При постоянных нехватках денег на выплаты служилым людям от этой мелкой монополии избавиться было нелегко. До начала 1630-х гг. на Таре трое казаков держали «зерневой и картный откуп», оказавшийся для них крайне убыточным. В своей челобитной 1631/ 32 г. они жаловались на воеводу, который не освобождал их от откупа и вычитал «откупные деньги» из жалованья. Лишь в Москве разрешили снять с челобитчиков этот откуп и велели отдать его «охочим людям».
Игра, как правило, проистекала в государевом кабаке, в котором служилые, промышленные и прочих чинов люди проводили немалое время. «Держать» здесь карты и зернь было чрезвычайно выгодным делом – благодаря играющим значительно повышалось потребление спиртных напитков, игра привлекала торговых людей, и, следовательно, росли кабацкие и таможенные сборы. Поэтому государственные должностные лица – верные (приведённые к присяге) кабацкие и таможенные головы и целовальники заводили «на кабаках зерни великие», доход с которых шёл не только в местную государеву казну, но и им самим.
Для Московского государства были характерны подобные противоречия между законодательными мерами и их реальным воплощением. В начале XVII в. московский патриарх осудил «богомерзкое» курение табака, царские указы и Соборное Уложение также запрещали курить табак и торговать им, однако само же правительство закупало этот товар большими партиями у иностранных купцов и перепродавало его в отдалённые районы страны.
В 1639, 1648 и 1667 гг. государство попыталось запретить практику откупа азартных игр. Так, в 1668 г. берёзовскому воеводе предписывалось проделать следующую операцию: «Как к тебе ся наша великого государя грамота придёт, а на Берёзове будет, по тобольским отпискам… зернь и карты отданы на откуп: и ты бы зернь и карты на Берёзове велел отставить, и откуп с зерни и с карт из окладу выложить.., а впредь заказ учинить крепкой, как у тебя о том в наказе написано».
Однако во многих городах откупа продолжали существовать и в XVIII в., поскольку государство опасалось, что с отменой откупа азартные игры не прекратятся, казна лишится дохода, а воеводы сами станут пользоваться дурными страстями населения в своих выгодах.
Об уменьшении кабацких и таможенных сборов немедленно рапортовала местная администрация и откупщики. Так, в 1668 г. на расспрос тобольского воеводы тюменцы отвечали, что «в кое де время бывала на Тюмени с зернью и картами выимка, и в то де время бьют челом кружечного двора и с квасной целовальники — как де зерни и карт не будет, и государева де питья никто без того пить не станет, и после де целовальничья челобитья живет зернь и карты повольно, и в то де время и питья живёт больше».
Таким образом, государство проводило по отношению к азартным играм двойственную политику, балансируя между запретительными мерами и фискальными интересами.

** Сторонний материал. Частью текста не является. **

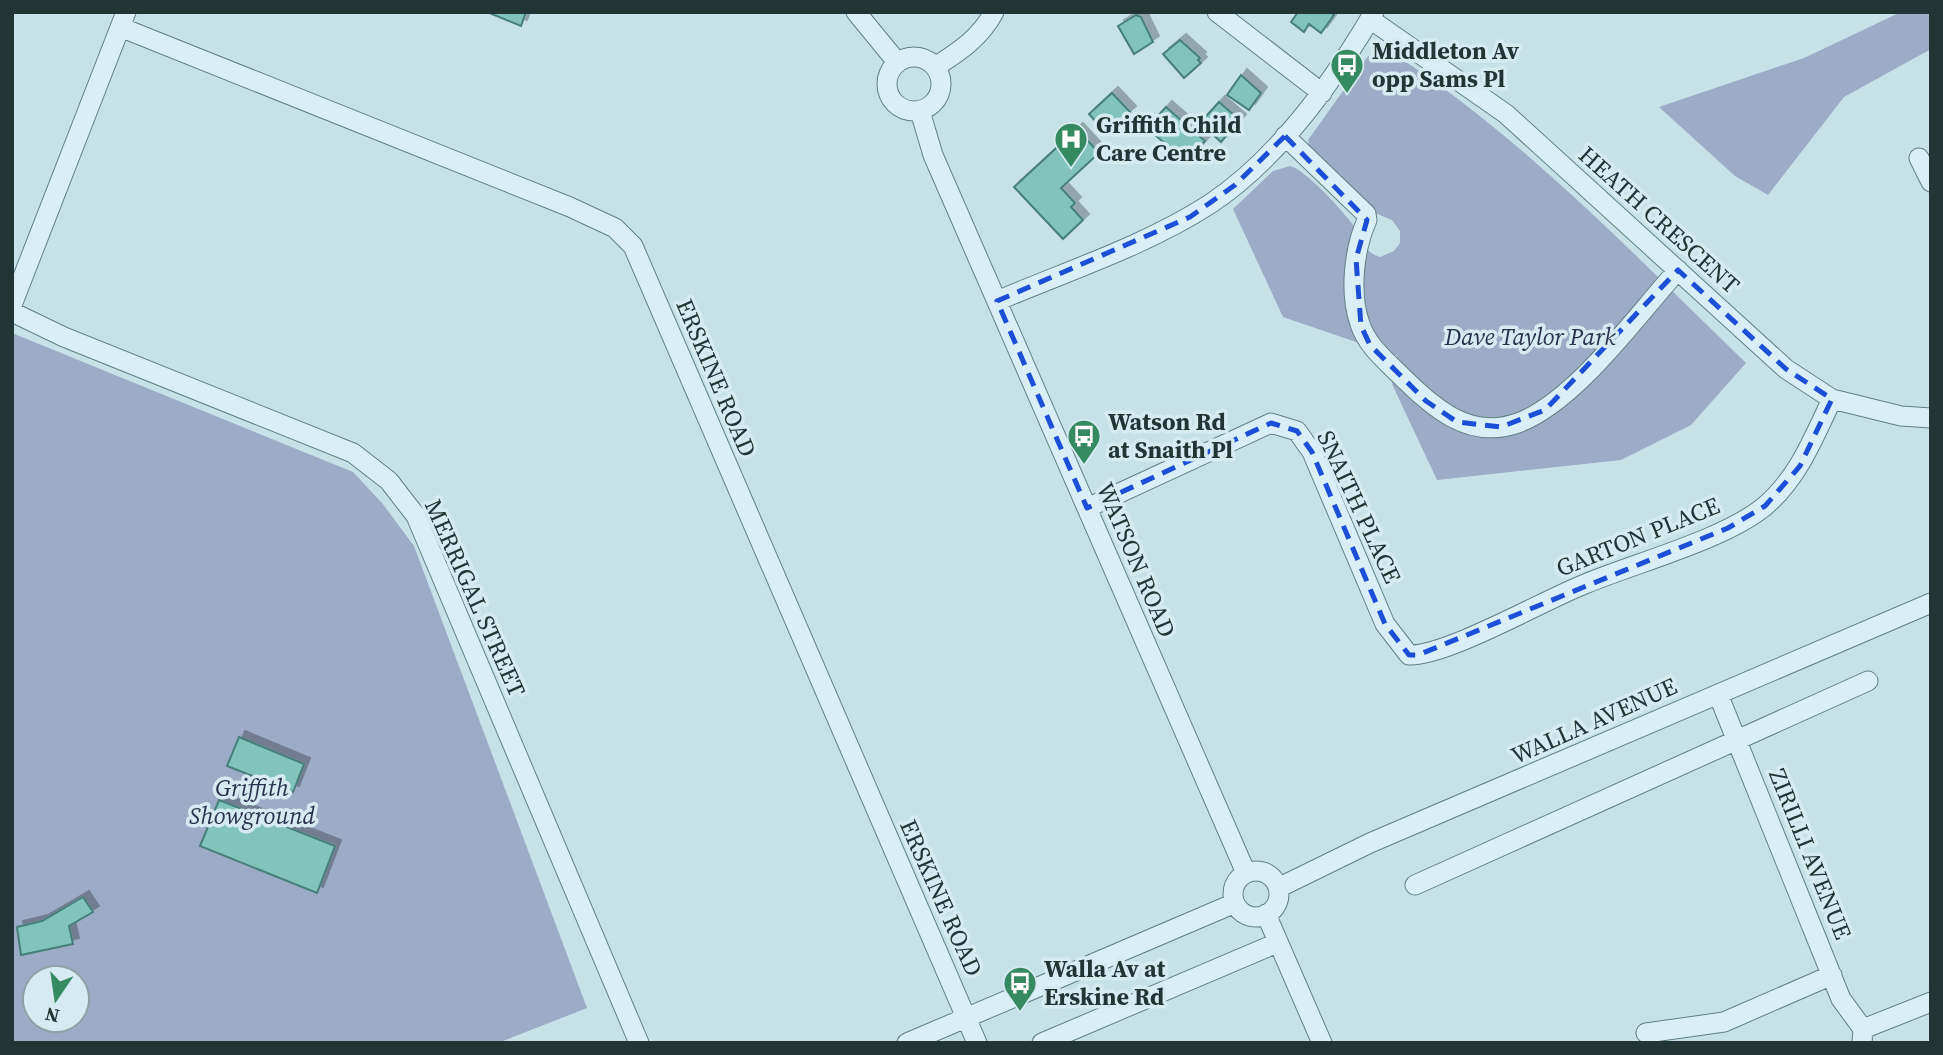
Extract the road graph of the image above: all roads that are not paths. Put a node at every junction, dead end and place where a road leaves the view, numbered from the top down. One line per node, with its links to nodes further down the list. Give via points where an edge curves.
1 (856, 12): 6 (street)
2 (994, 12): 7 (street, via 967,47)
3 (1217, 12): 8 (street)
4 (1372, 16): 8 (street); 13 (street, HEATH CRESCENT, via 1506,114)
5 (123, 20): 15 (street); 33 (street, ERSKINE ROAD, via 561,203 615,228 633,247)
6 (897, 62): 7 (street, via 917,58); 9 (street, via 888,74 886,89 892,102 905,110)
7 (935, 67): 9 (street, via 941,79 940,93 932,105)
8 (1321, 93): 10 (street)
9 (920, 111): 14 (street, WATSON ROAD, via 933,155)
10 (1285, 136): 13 (street, via 1366,214 1356,259 1356,312 1370,345 1426,401 1457,422 1501,427 1545,410 1572,387); 14 (street, via 1235,185 1190,216)
11 (1919, 158): 12 (street)
12 (1931, 182)
13 (1678, 270): 17 (street, HEATH CRESCENT, via 1786,369)
14 (997, 301): 19 (street, WATSON ROAD)
15 (12, 305)
16 (12, 312): 36 (street, MERRIGAL STREET, via 353,453 389,481 415,516)
17 (1832, 399): 18 (street, HEATH CRESCENT, via 1901,416); 21 (street, GARTON PLACE, via 1800,466 1765,506 1728,528 1584,584 1441,649)
18 (1931, 418)
19 (1087, 508): 21 (street, SNAITH PLACE, via 1271,423 1297,431 1312,452 1385,624); 25 (street, WATSON ROAD)
20 (1931, 603): 23 (street, WALLA AVENUE)
21 (1409, 655)
22 (1868, 681): 24 (street)
23 (1718, 694): 24 (street, ZIRILLI AVENUE); 27 (street, WALLA AVENUE, via 1370,843)
24 (1737, 740): 26 (street); 31 (street, ZIRILLI AVENUE)
25 (1246, 873): 27 (street, via 1266,873); 28 (street, via 1236,882)
26 (1415, 885)
27 (1278, 888): 29 (street, via 1277,904)
28 (1235, 903): 29 (street, via 1244,914); 33 (street)
29 (1266, 914): 30 (street)
30 (1277, 943): 39 (street); 40 (street)
31 (1832, 975): 34 (street, via 1724,1022); 35 (street, ZIRILLI AVENUE)
32 (1931, 1002): 35 (street, ZIRILLI AVENUE)
33 (966, 1017): 37 (street); 38 (street, ERSKINE ROAD)
34 (1646, 1033)
35 (1862, 1036)
36 (639, 1043)
37 (907, 1043)
38 (977, 1043)
39 (1042, 1043)
40 (1322, 1043)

В последнем случае игра легализовывалась как статья доходов городского бюджета, а местная администрация брала на себя организующую и контролирующую роль.

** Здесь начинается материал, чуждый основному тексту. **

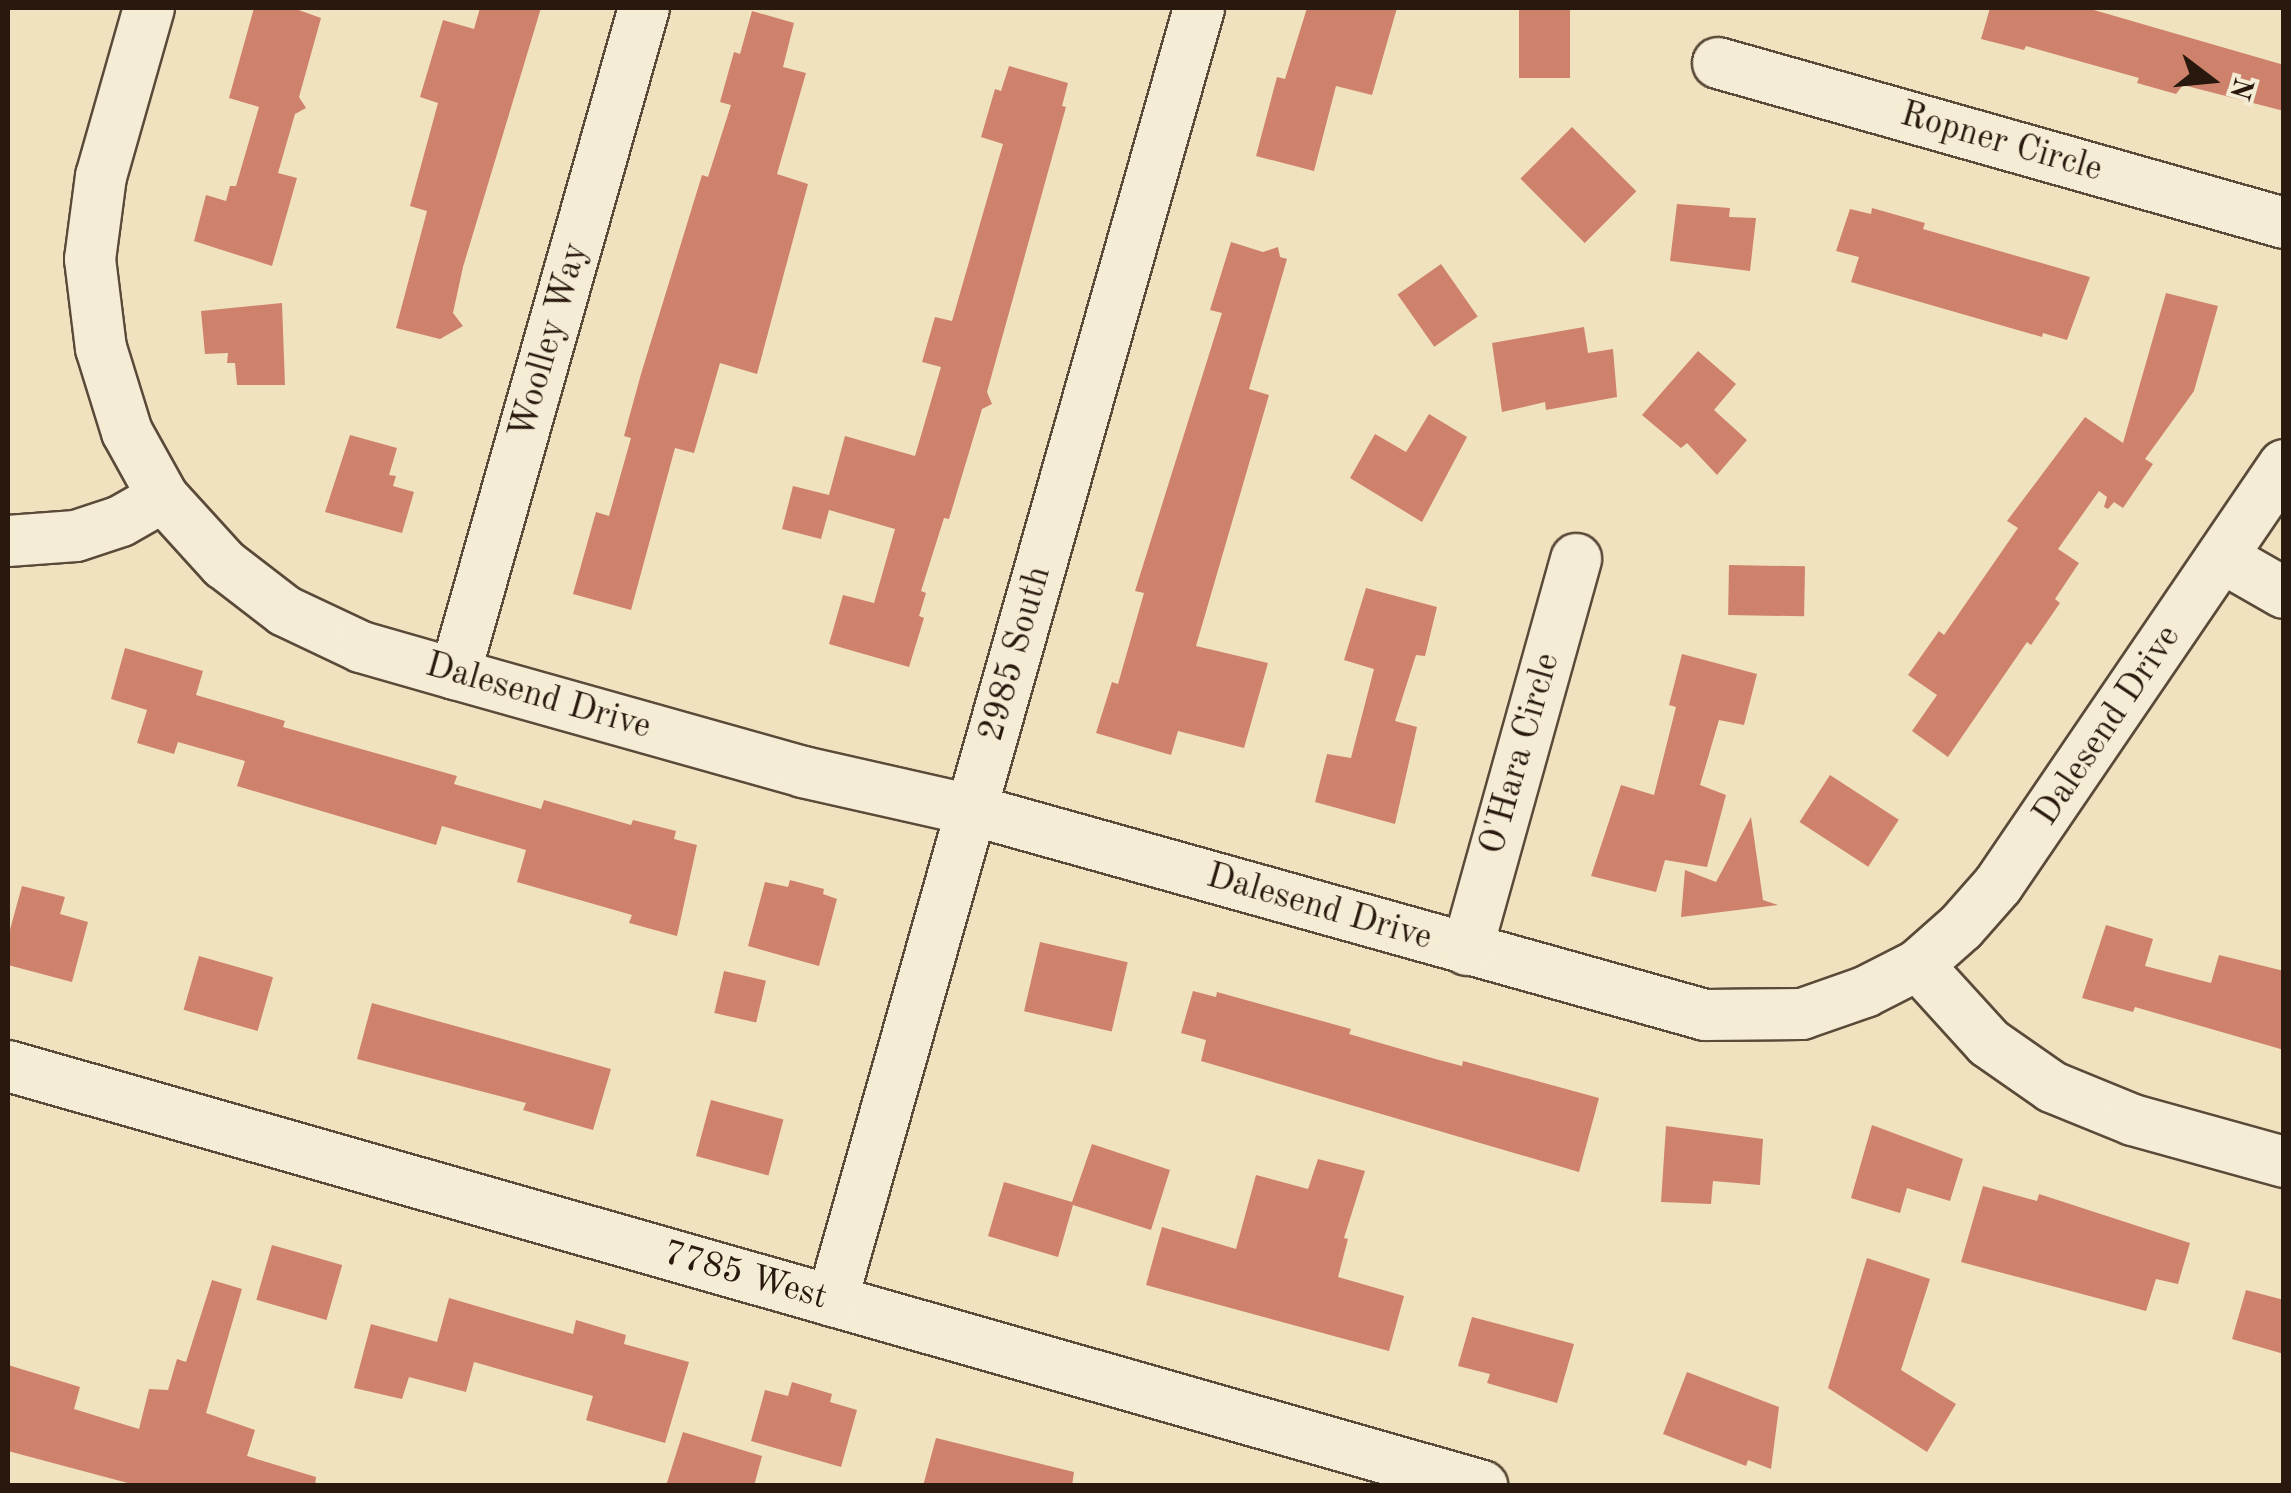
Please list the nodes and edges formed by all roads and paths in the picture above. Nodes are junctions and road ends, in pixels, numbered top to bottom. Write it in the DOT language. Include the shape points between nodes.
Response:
graph roads {
  1 [pos="149,8"];
  2 [pos="644,8"];
  3 [pos="1199,8"];
  4 [pos="1718,63"];
  5 [pos="2284,222"];
  6 [pos="2284,465"];
  7 [pos="163,497"];
  8 [pos="8,541"];
  9 [pos="2223,558"];
  10 [pos="1576,559"];
  11 [pos="2284,593"];
  12 [pos="455,674"];
  13 [pos="972,810"];
  14 [pos="1467,950"];
  15 [pos="1918,965"];
  16 [pos="8,1066"];
  17 [pos="2284,1162"];
  18 [pos="832,1301"];
  19 [pos="1482,1486"];
  1 -- 7 [label="street, Dalesend Drive" via="100,176 90,259 101,348 127,432"];
  2 -- 12 [label="street, Woolley Way"];
  3 -- 13 [label="street, 2985 South"];
  4 -- 5 [label="street, Ropner Circle"];
  6 -- 9 [label="street, Dalesend Drive"];
  7 -- 8 [label="street" via="121,522 76,536"];
  7 -- 12 [label="street, Dalesend Drive" via="224,564 286,611 362,647"];
  9 -- 11 [label="street"];
  9 -- 15 [label="street, Dalesend Drive" via="1998,885"];
  10 -- 14 [label="street, O'Hara Circle"];
  12 -- 13 [label="street, Dalesend Drive" via="803,772"];
  13 -- 14 [label="street, Dalesend Drive"];
  13 -- 18 [label="street, 2985 South"];
  14 -- 15 [label="street, Dalesend Drive" via="1706,1014 1754,1017 1802,1014"];
  15 -- 17 [label="street" via="1989,1042 2052,1087 2133,1120"];
  16 -- 18 [label="street, 7785 West"];
  18 -- 19 [label="street, 7785 West"];
}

В связи с процессом европеизации русского общества архаичная игра в кости постепенно уступила место игре в карты, которая к концу XVIII столетия сделалась характернейшей и массовой чертой дворянского досуга. Уже шведские офицеры-военнопленные, находившиеся в Сибири в 1711-1721 гг., составляли не только географические карты этой малоизученной окраины России, но и изготовляли карты игральные, а также и другие принадлежности европейского быта для удовлетворения изменившихся бытовых стандартов.